── Extracted information ──

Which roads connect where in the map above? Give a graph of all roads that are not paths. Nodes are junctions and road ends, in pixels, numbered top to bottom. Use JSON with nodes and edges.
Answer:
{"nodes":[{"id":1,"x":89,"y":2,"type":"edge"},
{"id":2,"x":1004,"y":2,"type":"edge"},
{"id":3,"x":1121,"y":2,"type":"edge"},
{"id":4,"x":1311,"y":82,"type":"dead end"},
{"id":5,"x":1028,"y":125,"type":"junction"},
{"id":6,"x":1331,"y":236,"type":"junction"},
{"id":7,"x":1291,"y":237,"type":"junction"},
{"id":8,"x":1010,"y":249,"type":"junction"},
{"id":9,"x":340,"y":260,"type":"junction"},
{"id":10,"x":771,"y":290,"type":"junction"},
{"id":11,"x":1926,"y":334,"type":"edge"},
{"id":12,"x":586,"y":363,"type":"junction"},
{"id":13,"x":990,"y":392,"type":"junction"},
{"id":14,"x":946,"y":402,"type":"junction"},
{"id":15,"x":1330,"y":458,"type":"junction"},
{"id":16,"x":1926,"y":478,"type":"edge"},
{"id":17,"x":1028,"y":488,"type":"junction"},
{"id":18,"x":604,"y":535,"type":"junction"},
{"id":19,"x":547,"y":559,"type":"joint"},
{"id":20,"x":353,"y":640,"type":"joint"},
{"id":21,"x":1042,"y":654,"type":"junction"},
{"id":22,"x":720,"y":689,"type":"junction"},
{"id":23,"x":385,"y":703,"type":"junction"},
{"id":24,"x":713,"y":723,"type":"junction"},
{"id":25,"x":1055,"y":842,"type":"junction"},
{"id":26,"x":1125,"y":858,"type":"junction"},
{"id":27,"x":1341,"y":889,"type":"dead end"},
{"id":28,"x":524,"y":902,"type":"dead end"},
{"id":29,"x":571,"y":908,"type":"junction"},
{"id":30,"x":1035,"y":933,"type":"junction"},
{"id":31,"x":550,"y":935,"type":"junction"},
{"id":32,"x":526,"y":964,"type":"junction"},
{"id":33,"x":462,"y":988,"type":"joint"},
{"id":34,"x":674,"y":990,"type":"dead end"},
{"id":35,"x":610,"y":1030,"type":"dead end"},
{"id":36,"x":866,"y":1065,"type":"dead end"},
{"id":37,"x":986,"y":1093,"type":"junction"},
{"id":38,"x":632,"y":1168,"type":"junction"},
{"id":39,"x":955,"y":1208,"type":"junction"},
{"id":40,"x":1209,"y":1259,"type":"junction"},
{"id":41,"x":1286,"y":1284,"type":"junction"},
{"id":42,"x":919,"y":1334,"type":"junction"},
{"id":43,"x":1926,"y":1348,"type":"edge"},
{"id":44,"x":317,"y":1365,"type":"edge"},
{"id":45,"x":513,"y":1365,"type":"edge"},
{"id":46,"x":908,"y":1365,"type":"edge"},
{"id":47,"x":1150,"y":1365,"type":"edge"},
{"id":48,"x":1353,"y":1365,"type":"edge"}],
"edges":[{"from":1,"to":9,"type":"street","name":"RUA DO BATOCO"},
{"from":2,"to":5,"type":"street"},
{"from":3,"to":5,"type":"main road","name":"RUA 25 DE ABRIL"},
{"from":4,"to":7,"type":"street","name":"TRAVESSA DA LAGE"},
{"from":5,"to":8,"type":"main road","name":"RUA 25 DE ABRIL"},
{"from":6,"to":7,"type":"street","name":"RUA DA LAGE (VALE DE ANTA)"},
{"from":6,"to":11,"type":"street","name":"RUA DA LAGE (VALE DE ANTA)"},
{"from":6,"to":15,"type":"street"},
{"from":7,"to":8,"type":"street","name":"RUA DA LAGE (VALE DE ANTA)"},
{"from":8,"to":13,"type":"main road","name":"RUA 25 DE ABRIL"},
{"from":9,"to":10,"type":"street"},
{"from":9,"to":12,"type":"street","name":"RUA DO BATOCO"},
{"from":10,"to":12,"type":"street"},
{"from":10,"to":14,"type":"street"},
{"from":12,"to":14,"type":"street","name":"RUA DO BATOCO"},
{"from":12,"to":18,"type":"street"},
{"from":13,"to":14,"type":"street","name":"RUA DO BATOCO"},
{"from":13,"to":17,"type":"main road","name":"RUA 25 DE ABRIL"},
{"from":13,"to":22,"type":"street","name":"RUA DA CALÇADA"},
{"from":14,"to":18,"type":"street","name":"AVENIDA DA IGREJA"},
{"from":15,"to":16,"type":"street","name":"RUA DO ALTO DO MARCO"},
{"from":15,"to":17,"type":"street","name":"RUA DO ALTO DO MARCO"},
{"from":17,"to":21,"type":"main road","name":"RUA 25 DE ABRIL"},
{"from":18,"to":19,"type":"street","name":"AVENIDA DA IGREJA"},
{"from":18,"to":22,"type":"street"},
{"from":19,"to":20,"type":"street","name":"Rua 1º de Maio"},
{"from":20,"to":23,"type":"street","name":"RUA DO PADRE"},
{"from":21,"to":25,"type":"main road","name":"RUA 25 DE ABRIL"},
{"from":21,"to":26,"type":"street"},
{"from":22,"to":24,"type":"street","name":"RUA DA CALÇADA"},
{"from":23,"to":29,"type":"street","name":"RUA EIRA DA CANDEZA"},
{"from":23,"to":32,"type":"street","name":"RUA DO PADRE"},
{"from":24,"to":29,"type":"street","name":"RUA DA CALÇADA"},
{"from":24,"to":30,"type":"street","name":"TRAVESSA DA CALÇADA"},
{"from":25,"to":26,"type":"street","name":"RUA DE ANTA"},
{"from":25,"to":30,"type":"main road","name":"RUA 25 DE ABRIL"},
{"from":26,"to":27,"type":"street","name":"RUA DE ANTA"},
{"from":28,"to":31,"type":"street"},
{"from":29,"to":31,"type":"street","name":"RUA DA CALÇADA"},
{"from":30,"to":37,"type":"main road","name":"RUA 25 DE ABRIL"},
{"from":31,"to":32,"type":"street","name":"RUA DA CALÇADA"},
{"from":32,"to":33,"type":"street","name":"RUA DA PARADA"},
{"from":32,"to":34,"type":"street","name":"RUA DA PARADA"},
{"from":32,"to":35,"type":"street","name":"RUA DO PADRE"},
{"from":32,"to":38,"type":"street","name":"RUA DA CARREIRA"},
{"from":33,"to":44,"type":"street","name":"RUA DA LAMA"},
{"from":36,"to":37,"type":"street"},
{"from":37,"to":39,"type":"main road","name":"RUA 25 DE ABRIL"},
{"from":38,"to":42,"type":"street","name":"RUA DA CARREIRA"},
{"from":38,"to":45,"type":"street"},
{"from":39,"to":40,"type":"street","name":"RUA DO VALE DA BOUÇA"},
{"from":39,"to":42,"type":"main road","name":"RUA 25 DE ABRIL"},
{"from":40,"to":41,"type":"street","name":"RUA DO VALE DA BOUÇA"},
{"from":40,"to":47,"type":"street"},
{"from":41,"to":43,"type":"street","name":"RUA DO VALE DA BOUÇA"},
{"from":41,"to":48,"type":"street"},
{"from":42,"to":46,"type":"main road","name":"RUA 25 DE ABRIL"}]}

───

Work item:
Lines containing the word "PADRE": copy every one of them from the records above.

Completed task:
{"from":20,"to":23,"type":"street","name":"RUA DO PADRE"},
{"from":23,"to":32,"type":"street","name":"RUA DO PADRE"},
{"from":32,"to":35,"type":"street","name":"RUA DO PADRE"},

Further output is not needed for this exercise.